Daten und Fakten über den Rohstoff des Atomzeitalters

Nuclear-Free Future Foundation, BUND, Rosa-Luxemburg-Stiftung, Le Monde Diplomatique

Le-Monde-Diplomatique-Nuclear-Free-Future-Foundation-BUND-Rosa-Luxemburg-Stiftung-Uran-Der-Uranatlas-Daten-Fakten-Rohstoff-des-Atomzeitalters-Kritisches-Netzwerk-UranabbauDer Rohstoff Uran scheint unverzichtbar: «Extraktion ohne große Risiken», «gewinnbarer atomarer Erstschlag» und «Kernkraft als klimaneutrale Alternative» lauten die Parolen. Weltpolitik ist gegenwärtig auch Atompolitik. Die Nuklearindustrie versucht, überall mit am Tisch zu sitzen.

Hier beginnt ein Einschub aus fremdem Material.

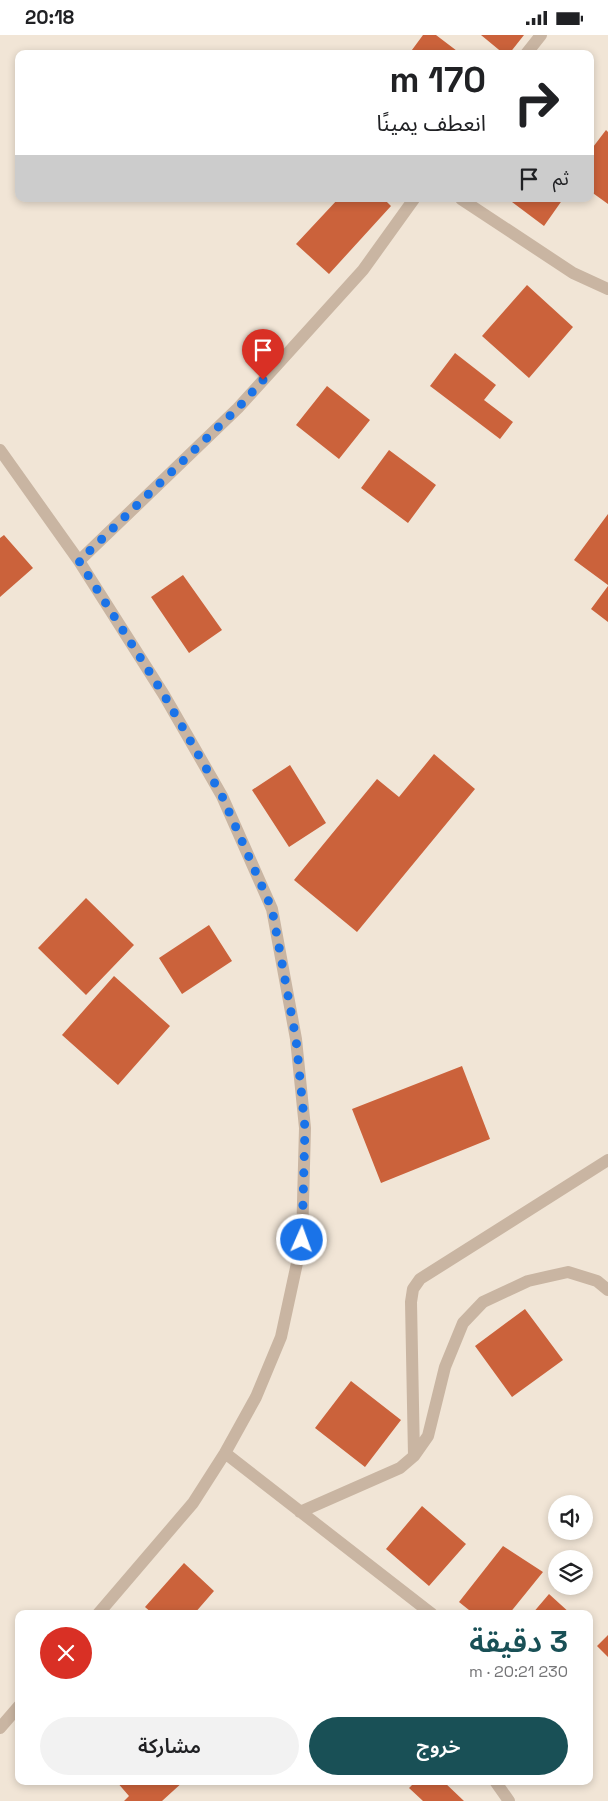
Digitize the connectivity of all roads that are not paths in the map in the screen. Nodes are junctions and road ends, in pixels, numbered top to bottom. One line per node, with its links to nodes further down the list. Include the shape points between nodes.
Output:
1 (541, 35): 2 (street)
2 (529, 50)
3 (412, 202): 7 (street, via 363,270 238,408)
4 (466, 202): 5 (street, via 573,273)
5 (608, 289)
6 (0, 450): 7 (street)
7 (79, 561): 10 (street, via 164,695 222,796 272,909 296,1039 305,1128 302,1240 281,1337 256,1397)
8 (608, 1161): 11 (street, via 420,1279 413,1289)
9 (608, 1290): 11 (street, via 597,1281 568,1272 528,1281 483,1302 463,1323 445,1367 428,1436)
10 (225, 1453): 12 (street); 13 (street, via 193,1503)
11 (414, 1456): 12 (street, via 400,1467)
12 (300, 1512): 14 (street)
13 (101, 1610)
14 (427, 1610)
15 (15, 1711): 16 (street)
16 (0, 1728)
17 (498, 1785): 18 (street)
18 (509, 1801)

Doch die Wahrheit sieht anders aus: Der Globale Norden externalisiert Umwelt- und Gesundheitsrisiken durch den Uranabbau im Globalen Süden. Uran ist an einem Tiefstpreis angelangt, die Kosten für Atomstrom sind gigantisch, selbst wenn man die Endlagerung nicht mitrechnet. Sie wiederum ist bis heute in den meisten Ländern, die auf Atomstrom setzen, ungelöst. Und Atomwaffen werden als Droharsenale aufgebaut.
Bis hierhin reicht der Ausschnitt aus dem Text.